Sempre craques do jogo (duas mulheres feministas para a gente se orgulhar)
Débora Diniz - Professora, pesquisadora e ativista pela descriminalização do aborto seguro, exerce um papel importante e informativo no debate público. Por isso é perseguida e ameaçada, mas nunca resignada. Quem quer aprender sobre o tema sem se abraçar ao senso comum e aos discursos religiosos ou extremistas precisa ler ou ouvir o que ela tem a dizer.
Conceição Evaristo - Escritora e poetisa, representante do feminismo negro e ícone da cultura brasileira contemporânea.
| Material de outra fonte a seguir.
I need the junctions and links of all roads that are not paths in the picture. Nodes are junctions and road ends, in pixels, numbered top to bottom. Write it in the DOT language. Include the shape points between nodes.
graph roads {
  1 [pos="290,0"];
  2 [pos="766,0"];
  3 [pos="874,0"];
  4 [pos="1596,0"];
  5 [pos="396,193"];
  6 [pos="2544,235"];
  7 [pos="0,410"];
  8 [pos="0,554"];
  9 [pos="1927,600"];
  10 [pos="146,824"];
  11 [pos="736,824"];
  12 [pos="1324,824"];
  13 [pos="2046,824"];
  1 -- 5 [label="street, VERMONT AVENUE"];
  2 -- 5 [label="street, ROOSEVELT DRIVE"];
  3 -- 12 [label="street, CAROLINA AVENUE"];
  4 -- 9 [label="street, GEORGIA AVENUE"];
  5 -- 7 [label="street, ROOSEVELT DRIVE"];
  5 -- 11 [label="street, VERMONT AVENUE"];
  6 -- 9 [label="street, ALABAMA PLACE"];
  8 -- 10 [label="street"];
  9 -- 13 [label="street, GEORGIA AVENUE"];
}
Conceição nos ensina sobre interseccionalidade - sobre como reconhecer que mulheres são diferentes a partir de características como classe e cor, por exemplo. Nessa entrevista ao Portal Catarinas, ela fala sobre o assunto.
De olho neles
Essa semana fucei os projetos catarinenses na Câmara Federal que envolvem o termo “mulheres".
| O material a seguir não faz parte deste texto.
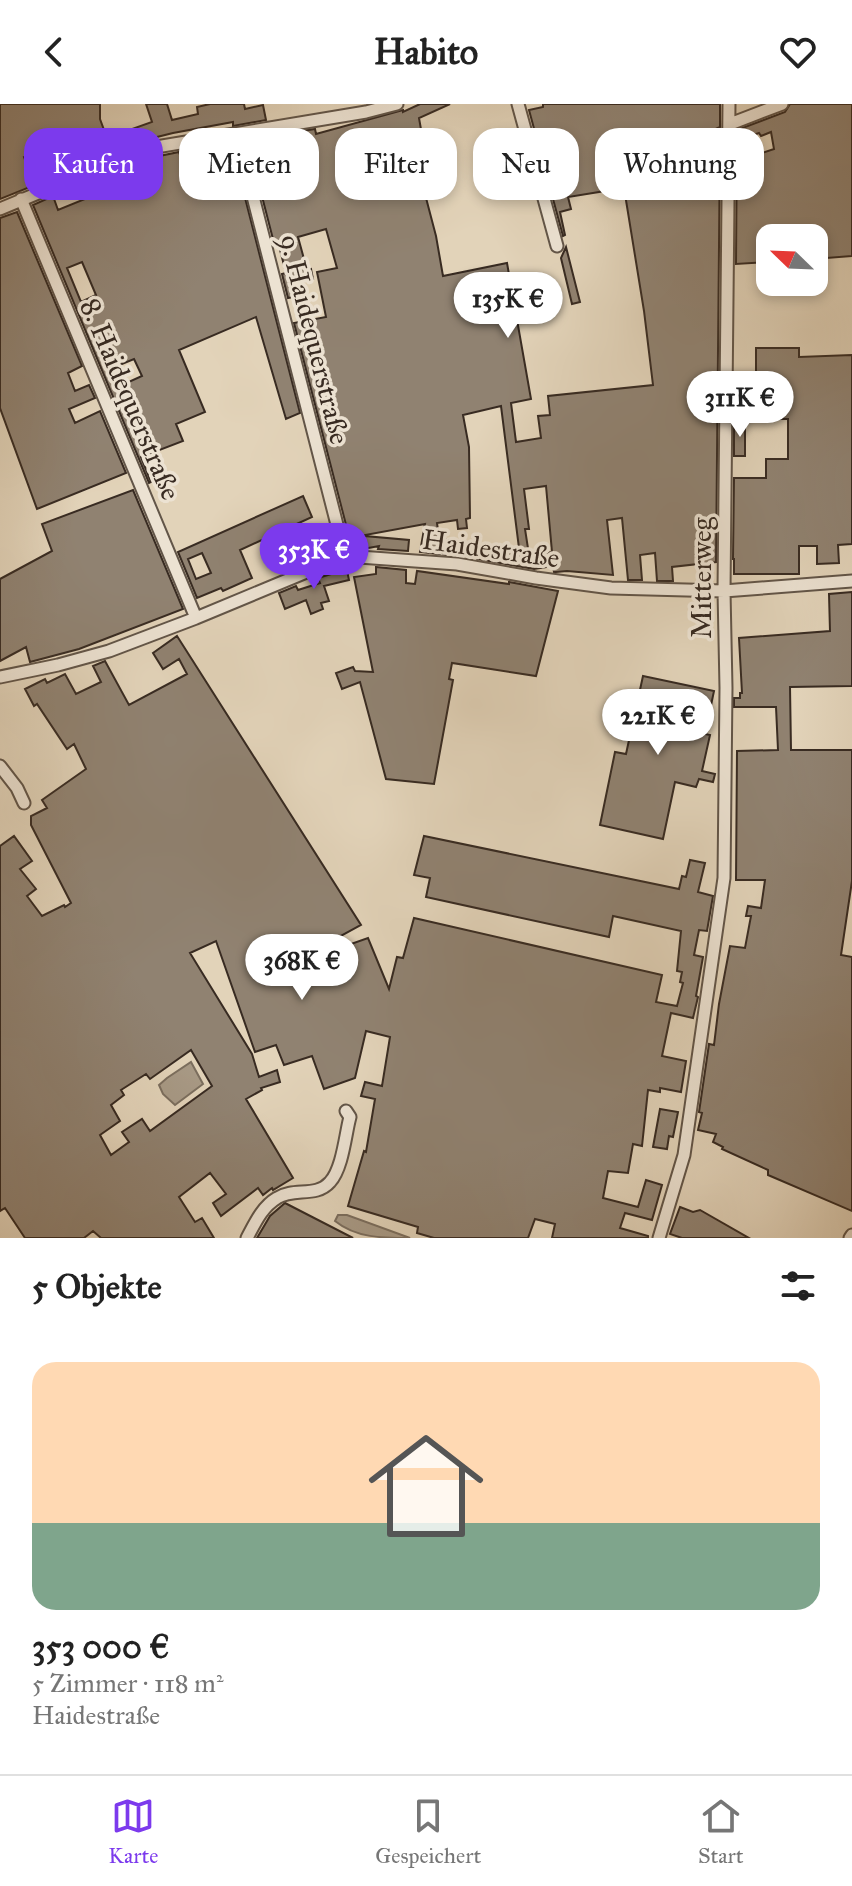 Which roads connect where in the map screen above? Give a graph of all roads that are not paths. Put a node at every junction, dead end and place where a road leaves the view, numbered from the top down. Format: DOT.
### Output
graph roads {
  1 [pos="397,104"];
  2 [pos="518,104"];
  3 [pos="729,104"];
  4 [pos="782,104"];
  5 [pos="730,124"];
  6 [pos="272,128"];
  7 [pos="179,143"];
  8 [pos="21,199"];
  9 [pos="254,200"];
  10 [pos="0,209"];
  11 [pos="557,246"];
  12 [pos="345,556"];
  13 [pos="852,581"];
  14 [pos="724,591"];
  15 [pos="196,618"];
  16 [pos="0,677"];
  17 [pos="0,766"];
  18 [pos="24,803"];
  19 [pos="346,1111"];
  20 [pos="247,1238"];
  21 [pos="659,1238"];
  1 -- 6 [label="street"];
  2 -- 11 [label="street"];
  3 -- 5 [label="street, Mitterweg"];
  4 -- 5 [label="street"];
  5 -- 14 [label="street, Mitterweg"];
  7 -- 8 [label="street"];
  8 -- 10 [label="street"];
  8 -- 15 [label="street, 8. Haidequerstraße"];
  9 -- 12 [label="street, 9. Haidequerstraße"];
  12 -- 14 [label="street, Haidestraße"];
  12 -- 15 [label="street, Haidestraße"];
  13 -- 14 [label="street, Haidestraße"];
  14 -- 21 [label="street, Mitterweg"];
  15 -- 16 [label="street, Haidestraße"];
  17 -- 18 [label="street"];
  19 -- 20 [label="street"];
}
Achei uma bizarrice do Novo - Mais prazo para continuar pagando menos para as mulheres, é sério isso?
E outra da mais nova presidente da Comissão de Inconstitucionalidade e Injustiça - Mulheres não se interessam por política e por isso não precisam de cotas, é sério isso? Ainda bem que tem gente que pensa diferente.
Fora isso, tem coisas legais da nossa pequenina bancada progressista - Como o Programa de Segurança e Acolhimento à Mulher, de Pedro Uczai. Tem também a proposta de implantação de medidas de informação e proteção à gestante e parturiente contra a violência obstétrica, da Ana Paula Lima.
Deu ruim
Zanatta perdeu de novo - A bolsonarista Julia Zanatta perdeu mais uma ação na justiça em que interpelava Leonel Camasão por seus posts combativos nas redes sociais.
A deputada tem utilizado a justiça com bastante recorrência para tentar intimidar seus críticos: essa semana mesmo um professor expôs no Youtube a estratégia. Dessa vez, ela usou uma lei feminista, de garantia de direitos da mulher, mesmo sendo uma crítica do movimento. Incoerência que chama?
Jorginho Mello e os filhos de novo - Essa newsletter deixa de ser temática aqui, porque é impossível não comentar que o filho do Jorginho Mello - dessa vez o Bruno, não o Filipe - lançou com pompa um curso de pós-graduação na Univali, uma das contempladas pelo projeto biolonário de financiamento das universidades pagas. Onde está o erro nisso?
Bom, que a família do governador é a mais talentosa e competente do estado a gente já sabe, mas qual seria a chance de uma universidade que está recebendo gordas verbas do governo de recusar uma proposta de pós-graduação liderada pelo filho de Jorginho Mello?
Considerações afinais
Hoje é o dia internacional da mulher e felizmente eu vou encerrar essa newsletter saudando e agradecendo aquelas que andam junto na luta por um lugar melhor e mais justo pra nós e pras nossas meninas. Saudações às mulheres que ocupam espaço na política, na ciência, que disputam espaço nas redes e no cotidiano, às que colocam seu corpo e seus direitos em risco pela sobrevivência de tantas outras.
Um beijo e um abraço carinhoso, com a certeza de que precisamos de um feminismo interseccional. Nós, mulheres, não somos iguais e quando ocupamos um lugar de privilégio devemos buscar e puxar aquelas que ainda não nos alcançaram.